Why I wrote “Meds”

As I mentioned in the bio note accompanying “Meds,” I wrote this essay to offer an additional perspective on the controversial topic of prescribing medication to children, but a draft of this piece existed over a year before Brian T. Maurer’s “Reigning in the Rx” appeared.

Over the years, I’ve seen plenty of articles and books demonizing parents who give their children medication, especially ADHD medication. Some claim we do it to improve our children’s grades in school, others accuse us of taking the easy way out, instead of trying to be better parents. I do not know even one parent who put her kid on meds simply to “control” her child, or improve his or her grades.

So I’ve decided to tell my side of the story, hoping at least a few parents out there would connect with my experience. The first draft was more convoluted, and read more like a stream of consciousness.

Then, when I saw in The Yale Journal for Humanities in Medicine Brian T. Maurer’s essay, I thought the journal might give me a chance to give the physicians and the nurses who read it a glimpse into what it’s like to be on the parent’s side. I also wanted to make the medical professionals realize that what they write in their reports may sometimes be exploited by the schools. I re-wrote the original draft and sent it to the editor.

If you read “Meds,” and would like to let me know what you think of it, feel free to leave a comment below. YJHM does not allow comments.


I mentioned two books in my essay.

The book that I say made me wince while I read it, because I did not want to believe in the stigma attached to having a child with mental or neurological illness is We’ve Got Issues: Children and Parents in the Age of Medication, by Judith Warner. In We’ve Got Issues, which received the National Alliance on Mental Illness’s 2010 Outstanding Media Award for Science & Health Reporting, Judith explains how the idea of writing about “the epidemic” of medicating children turned into a heartbreaking story of the state of children’s mental health in the United States, and lack of supports the parents get from the schools, the doctors, and the society.

The other book I mention, the one written by three academics, is a much less known but by no means less interesting Medicating Children: ADHD and Pediatric Mental Health, by Rick Mayes, Catherine Bagwell, and Jennifer Erkulwater.

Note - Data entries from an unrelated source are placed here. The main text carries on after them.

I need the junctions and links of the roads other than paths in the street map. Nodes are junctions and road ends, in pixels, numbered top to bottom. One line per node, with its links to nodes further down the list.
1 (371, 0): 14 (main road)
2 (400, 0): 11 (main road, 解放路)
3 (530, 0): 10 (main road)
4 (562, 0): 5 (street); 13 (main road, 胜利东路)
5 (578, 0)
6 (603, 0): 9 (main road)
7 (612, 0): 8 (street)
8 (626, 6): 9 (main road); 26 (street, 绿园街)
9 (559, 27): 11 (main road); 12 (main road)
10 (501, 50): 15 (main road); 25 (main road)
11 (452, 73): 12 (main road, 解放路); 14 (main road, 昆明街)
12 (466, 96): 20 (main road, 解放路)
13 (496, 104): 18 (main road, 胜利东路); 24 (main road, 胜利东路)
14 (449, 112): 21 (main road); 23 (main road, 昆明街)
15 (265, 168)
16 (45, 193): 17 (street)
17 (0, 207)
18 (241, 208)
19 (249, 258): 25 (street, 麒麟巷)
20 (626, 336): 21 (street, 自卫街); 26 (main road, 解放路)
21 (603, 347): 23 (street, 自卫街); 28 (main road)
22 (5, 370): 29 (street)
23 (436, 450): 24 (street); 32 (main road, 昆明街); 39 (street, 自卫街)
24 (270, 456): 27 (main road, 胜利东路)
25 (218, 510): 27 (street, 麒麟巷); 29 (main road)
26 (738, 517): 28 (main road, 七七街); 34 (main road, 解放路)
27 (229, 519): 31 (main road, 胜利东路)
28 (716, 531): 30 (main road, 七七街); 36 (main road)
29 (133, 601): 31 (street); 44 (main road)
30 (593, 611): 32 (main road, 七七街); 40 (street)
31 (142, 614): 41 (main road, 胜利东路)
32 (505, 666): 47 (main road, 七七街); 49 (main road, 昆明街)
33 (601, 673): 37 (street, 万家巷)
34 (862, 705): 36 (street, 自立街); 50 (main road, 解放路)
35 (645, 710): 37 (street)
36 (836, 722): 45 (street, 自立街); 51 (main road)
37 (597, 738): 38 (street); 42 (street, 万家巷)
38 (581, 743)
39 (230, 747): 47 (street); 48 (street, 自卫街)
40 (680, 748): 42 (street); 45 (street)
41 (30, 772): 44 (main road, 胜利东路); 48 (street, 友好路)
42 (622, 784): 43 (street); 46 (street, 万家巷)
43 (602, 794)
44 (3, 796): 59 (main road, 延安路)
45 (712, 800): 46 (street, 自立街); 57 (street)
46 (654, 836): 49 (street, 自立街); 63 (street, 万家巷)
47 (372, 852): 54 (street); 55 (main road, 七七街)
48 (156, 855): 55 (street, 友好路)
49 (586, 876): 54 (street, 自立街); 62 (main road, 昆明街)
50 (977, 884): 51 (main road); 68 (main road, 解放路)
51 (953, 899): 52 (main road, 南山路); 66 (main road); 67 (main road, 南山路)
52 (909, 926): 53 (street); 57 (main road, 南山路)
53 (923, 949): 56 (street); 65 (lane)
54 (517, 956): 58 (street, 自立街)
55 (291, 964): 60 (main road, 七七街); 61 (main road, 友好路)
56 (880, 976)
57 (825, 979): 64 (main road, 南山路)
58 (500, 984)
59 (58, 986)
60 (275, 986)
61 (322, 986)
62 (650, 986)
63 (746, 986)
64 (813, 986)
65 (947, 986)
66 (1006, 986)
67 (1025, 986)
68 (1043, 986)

Both are  worthwhile reads.

And, if you want to read a first-person account of what it’s like to live with ADHD, get a copy of ADHD & Me: what I learned from starting fires at the dinner table, written by then a teen, Blake Taylor, who apparently later went on to Columbia’s College of Physicians and Surgeons. ADHD & Me is a much lighter read than the previous two. I laughed at the description of him climbing into the exhibit with a T Rex, because that was pretty much what my son almost did when we visited a natural history museum.